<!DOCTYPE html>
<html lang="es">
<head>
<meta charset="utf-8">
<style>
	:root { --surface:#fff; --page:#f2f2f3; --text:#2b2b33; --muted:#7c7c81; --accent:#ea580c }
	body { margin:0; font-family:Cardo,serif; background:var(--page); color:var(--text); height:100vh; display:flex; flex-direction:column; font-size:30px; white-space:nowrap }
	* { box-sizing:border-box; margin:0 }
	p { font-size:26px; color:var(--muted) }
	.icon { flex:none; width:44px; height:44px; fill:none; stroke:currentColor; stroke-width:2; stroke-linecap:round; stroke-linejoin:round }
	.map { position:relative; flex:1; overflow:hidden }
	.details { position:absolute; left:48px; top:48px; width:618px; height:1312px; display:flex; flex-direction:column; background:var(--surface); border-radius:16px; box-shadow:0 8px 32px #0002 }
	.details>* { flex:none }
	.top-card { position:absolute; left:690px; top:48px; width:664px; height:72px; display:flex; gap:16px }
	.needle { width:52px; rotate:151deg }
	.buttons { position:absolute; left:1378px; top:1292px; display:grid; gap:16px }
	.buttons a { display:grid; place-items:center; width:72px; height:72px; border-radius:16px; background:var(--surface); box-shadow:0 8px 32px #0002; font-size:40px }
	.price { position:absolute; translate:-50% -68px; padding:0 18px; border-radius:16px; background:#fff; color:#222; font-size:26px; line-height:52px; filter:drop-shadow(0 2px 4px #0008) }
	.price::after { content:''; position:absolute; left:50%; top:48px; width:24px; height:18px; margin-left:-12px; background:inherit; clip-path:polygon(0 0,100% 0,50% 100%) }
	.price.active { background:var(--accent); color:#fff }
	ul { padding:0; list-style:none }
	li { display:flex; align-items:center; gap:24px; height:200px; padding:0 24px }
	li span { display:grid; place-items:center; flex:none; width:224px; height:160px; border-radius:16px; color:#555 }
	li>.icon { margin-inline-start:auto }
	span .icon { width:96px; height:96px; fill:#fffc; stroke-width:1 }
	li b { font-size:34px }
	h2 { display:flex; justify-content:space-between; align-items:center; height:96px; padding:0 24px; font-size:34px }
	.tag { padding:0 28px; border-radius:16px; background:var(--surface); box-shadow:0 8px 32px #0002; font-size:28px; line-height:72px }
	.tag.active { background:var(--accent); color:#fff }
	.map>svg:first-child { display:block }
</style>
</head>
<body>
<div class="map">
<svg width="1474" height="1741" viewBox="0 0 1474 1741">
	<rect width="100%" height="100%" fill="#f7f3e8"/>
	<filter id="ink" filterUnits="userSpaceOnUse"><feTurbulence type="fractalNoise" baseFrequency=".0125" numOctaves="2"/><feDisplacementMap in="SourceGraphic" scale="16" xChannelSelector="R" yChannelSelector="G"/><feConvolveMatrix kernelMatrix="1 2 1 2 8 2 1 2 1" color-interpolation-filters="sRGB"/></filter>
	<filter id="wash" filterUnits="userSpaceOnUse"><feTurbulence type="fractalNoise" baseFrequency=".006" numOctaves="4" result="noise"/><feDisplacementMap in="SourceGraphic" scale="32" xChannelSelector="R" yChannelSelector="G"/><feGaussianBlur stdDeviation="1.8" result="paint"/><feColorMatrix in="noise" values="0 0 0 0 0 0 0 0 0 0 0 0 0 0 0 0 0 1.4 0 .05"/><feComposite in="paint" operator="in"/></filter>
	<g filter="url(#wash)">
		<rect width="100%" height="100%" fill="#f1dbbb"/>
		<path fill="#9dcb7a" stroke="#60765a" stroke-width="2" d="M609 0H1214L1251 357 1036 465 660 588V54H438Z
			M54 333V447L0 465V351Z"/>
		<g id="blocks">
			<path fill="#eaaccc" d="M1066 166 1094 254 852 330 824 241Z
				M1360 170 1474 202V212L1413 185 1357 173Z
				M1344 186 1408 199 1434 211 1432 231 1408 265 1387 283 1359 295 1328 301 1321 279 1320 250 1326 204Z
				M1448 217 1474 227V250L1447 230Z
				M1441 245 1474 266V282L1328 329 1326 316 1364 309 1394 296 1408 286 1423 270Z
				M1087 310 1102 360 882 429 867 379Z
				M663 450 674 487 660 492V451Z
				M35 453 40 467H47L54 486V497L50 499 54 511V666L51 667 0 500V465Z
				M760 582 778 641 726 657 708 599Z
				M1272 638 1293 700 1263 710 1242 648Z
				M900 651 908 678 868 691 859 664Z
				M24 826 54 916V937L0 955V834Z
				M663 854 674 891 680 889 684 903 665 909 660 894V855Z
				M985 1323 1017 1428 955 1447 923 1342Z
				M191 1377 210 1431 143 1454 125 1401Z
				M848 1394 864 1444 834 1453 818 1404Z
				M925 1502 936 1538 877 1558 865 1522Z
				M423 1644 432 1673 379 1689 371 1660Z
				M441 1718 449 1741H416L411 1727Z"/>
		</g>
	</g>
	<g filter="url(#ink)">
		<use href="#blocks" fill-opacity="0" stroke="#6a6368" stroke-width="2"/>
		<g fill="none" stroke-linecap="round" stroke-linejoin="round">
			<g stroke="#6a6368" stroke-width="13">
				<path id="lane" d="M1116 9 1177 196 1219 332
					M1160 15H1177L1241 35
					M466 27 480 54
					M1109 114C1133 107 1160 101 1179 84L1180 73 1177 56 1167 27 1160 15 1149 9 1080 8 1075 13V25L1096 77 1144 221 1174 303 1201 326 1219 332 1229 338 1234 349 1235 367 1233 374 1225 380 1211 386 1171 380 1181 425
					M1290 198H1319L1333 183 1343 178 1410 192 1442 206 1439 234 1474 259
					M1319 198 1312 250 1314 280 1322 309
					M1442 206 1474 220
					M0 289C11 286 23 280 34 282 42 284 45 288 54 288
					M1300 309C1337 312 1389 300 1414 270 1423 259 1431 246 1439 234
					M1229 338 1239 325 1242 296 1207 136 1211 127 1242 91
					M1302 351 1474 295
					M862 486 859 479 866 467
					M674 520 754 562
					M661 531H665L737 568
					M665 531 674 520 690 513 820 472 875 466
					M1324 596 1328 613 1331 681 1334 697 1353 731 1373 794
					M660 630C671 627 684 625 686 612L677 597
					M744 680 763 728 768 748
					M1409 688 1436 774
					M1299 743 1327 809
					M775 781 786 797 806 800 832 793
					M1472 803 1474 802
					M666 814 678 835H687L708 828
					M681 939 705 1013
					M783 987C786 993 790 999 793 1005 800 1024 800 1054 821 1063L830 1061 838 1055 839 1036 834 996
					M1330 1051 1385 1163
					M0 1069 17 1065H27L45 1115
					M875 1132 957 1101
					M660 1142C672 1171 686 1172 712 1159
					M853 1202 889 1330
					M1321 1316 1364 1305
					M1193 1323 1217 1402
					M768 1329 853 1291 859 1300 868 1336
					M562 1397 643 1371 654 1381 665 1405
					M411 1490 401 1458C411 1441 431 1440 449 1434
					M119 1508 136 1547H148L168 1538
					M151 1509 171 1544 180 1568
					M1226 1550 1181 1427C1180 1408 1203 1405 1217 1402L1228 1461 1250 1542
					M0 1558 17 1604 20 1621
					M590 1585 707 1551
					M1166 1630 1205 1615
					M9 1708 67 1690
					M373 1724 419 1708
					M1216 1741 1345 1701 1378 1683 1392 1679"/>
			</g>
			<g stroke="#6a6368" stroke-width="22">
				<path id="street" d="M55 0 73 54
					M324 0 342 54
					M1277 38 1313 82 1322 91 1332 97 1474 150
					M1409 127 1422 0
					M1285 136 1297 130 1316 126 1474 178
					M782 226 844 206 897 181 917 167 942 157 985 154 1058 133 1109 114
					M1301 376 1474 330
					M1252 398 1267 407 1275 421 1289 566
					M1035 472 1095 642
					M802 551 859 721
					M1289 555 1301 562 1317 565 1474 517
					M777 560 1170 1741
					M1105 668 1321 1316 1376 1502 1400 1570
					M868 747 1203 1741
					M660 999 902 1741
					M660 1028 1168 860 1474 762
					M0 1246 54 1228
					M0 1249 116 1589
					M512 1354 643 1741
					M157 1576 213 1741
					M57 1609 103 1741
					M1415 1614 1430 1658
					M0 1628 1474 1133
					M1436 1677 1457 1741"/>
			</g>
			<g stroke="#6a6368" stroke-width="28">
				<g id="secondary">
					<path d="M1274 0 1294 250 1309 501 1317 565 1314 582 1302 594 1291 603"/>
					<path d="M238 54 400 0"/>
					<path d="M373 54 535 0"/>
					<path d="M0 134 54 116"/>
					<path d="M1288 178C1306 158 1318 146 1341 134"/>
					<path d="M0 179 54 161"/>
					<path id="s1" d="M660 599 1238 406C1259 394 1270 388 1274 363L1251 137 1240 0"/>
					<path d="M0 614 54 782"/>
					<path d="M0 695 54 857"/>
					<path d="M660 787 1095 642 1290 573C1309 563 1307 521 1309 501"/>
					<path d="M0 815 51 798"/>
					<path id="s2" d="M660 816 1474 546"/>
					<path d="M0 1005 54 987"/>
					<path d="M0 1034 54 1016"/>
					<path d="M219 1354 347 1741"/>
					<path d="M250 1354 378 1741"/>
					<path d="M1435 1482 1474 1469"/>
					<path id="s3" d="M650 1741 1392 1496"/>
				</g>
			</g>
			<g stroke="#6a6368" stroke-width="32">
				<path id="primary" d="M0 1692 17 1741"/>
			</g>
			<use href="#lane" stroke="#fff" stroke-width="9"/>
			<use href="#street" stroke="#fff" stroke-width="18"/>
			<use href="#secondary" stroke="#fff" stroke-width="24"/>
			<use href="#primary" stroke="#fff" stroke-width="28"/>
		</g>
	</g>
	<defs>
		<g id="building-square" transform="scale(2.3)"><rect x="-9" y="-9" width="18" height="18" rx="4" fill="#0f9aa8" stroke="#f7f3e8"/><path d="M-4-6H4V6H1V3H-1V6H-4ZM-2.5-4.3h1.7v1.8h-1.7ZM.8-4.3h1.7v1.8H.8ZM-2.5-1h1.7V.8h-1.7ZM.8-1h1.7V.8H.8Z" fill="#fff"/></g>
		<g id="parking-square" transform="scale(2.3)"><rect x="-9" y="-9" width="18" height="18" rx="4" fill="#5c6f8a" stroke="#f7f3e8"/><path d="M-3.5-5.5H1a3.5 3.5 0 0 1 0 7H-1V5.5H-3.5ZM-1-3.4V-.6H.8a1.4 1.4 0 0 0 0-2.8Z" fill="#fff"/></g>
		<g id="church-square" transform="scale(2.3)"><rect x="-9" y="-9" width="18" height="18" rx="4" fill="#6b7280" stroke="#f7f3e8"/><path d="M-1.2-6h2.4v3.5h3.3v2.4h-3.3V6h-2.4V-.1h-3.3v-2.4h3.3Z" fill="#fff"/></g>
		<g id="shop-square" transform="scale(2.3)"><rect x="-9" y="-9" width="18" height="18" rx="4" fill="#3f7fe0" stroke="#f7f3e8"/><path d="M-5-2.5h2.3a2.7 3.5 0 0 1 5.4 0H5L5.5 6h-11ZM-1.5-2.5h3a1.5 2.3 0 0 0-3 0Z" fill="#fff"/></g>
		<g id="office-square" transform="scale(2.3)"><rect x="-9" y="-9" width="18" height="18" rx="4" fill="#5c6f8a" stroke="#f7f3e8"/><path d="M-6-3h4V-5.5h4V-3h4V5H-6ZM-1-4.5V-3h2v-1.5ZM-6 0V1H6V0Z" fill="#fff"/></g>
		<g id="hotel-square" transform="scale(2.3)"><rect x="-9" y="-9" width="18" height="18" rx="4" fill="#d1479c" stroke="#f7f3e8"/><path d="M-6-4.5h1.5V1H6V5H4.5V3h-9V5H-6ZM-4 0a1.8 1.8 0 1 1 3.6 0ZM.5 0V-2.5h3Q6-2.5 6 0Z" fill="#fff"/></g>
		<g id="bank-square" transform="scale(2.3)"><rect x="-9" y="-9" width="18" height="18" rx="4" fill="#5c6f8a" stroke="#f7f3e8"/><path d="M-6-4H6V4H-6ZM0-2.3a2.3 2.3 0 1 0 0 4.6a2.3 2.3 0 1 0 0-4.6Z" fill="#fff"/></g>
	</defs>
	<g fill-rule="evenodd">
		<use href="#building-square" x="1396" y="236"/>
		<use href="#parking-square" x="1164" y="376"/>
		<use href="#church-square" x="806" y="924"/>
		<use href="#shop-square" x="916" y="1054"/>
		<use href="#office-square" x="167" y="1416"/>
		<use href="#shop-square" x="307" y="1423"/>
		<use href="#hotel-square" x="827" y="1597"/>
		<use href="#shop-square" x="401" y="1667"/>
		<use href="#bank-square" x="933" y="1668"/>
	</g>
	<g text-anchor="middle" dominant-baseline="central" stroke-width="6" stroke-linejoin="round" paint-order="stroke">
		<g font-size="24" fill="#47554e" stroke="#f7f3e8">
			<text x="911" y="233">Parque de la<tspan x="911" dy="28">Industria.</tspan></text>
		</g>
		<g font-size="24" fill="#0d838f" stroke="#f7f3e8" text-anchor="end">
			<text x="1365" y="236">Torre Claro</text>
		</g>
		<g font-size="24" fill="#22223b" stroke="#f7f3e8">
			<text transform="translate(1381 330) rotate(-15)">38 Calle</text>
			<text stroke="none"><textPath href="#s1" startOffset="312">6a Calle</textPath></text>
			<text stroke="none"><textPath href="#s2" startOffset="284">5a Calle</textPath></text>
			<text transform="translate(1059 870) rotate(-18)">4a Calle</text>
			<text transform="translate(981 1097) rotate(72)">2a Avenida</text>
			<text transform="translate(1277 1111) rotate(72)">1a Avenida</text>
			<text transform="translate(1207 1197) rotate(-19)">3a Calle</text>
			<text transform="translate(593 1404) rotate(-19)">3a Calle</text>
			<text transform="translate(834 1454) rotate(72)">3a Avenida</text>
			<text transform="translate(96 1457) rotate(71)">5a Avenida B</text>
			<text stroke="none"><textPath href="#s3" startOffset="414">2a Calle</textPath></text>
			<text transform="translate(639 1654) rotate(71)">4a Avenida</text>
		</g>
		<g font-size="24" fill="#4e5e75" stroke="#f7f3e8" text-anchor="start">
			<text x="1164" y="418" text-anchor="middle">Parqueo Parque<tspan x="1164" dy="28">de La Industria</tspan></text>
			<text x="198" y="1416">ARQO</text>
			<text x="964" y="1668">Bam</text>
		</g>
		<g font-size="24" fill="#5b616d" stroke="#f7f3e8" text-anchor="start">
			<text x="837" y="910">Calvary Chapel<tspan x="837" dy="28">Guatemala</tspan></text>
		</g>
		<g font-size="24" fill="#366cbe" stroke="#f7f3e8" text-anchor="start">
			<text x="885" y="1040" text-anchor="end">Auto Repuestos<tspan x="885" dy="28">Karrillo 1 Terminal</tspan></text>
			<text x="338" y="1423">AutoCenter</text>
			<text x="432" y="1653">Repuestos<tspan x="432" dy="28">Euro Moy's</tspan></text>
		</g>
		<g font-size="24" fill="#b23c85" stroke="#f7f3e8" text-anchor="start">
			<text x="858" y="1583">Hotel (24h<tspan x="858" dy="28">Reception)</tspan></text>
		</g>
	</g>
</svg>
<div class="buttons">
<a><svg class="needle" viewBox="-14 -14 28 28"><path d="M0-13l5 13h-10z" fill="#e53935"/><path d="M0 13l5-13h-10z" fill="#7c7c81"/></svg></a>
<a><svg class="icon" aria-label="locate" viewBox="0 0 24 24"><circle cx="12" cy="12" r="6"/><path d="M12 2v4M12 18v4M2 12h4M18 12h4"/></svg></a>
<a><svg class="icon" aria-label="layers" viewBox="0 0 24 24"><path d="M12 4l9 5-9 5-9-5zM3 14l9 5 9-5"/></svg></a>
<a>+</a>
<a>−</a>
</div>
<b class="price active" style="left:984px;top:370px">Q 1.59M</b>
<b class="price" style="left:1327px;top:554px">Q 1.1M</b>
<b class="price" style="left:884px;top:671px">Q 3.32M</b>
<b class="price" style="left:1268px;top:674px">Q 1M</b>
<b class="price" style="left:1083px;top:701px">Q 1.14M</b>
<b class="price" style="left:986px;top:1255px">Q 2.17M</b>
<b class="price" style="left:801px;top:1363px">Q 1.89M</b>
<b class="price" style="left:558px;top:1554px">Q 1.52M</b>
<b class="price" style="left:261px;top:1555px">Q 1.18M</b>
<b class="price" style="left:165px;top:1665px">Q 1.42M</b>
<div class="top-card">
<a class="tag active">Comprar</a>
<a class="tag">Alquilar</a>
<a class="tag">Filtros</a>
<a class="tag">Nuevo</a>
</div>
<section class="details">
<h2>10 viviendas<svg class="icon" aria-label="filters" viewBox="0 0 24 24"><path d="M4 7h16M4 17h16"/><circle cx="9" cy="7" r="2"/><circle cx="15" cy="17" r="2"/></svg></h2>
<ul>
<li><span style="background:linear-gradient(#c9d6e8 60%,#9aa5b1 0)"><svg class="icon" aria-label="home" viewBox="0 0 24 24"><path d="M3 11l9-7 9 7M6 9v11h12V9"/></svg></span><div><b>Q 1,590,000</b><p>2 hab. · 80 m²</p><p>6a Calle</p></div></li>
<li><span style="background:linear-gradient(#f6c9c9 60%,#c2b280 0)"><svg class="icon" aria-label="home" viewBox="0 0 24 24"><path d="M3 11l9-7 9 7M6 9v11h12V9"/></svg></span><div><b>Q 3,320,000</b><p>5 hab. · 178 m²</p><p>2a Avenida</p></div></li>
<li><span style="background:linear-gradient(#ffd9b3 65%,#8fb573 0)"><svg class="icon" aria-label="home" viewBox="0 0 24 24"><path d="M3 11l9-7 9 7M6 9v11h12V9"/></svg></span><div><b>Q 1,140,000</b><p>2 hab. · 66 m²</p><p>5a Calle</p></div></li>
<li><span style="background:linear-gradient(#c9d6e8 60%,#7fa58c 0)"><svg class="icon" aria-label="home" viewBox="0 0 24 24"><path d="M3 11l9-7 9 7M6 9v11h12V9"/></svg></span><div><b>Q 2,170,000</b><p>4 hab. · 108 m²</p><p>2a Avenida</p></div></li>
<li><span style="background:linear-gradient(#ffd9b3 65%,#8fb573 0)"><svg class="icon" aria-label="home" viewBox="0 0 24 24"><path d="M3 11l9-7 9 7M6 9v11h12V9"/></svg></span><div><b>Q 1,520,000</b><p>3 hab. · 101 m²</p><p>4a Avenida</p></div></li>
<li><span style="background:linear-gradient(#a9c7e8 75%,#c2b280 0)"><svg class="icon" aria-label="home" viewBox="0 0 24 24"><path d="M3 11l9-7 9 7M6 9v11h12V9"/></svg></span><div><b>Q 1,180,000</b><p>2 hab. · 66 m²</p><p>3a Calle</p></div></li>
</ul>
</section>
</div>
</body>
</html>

################

§ What you are asked to do
Lines holding the string "filterUnits" are the answer; copy each one from the listing above.

§ Response for this exercise
	<filter id="ink" filterUnits="userSpaceOnUse"><feTurbulence type="fractalNoise" baseFrequency=".0125" numOctaves="2"/><feDisplacementMap in="SourceGraphic" scale="16" xChannelSelector="R" yChannelSelector="G"/><feConvolveMatrix kernelMatrix="1 2 1 2 8 2 1 2 1" color-interpolation-filters="sRGB"/></filter>
	<filter id="wash" filterUnits="userSpaceOnUse"><feTurbulence type="fractalNoise" baseFrequency=".006" numOctaves="4" result="noise"/><feDisplacementMap in="SourceGraphic" scale="32" xChannelSelector="R" yChannelSelector="G"/><feGaussianBlur stdDeviation="1.8" result="paint"/><feColorMatrix in="noise" values="0 0 0 0 0 0 0 0 0 0 0 0 0 0 0 0 0 1.4 0 .05"/><feComposite in="paint" operator="in"/></filter>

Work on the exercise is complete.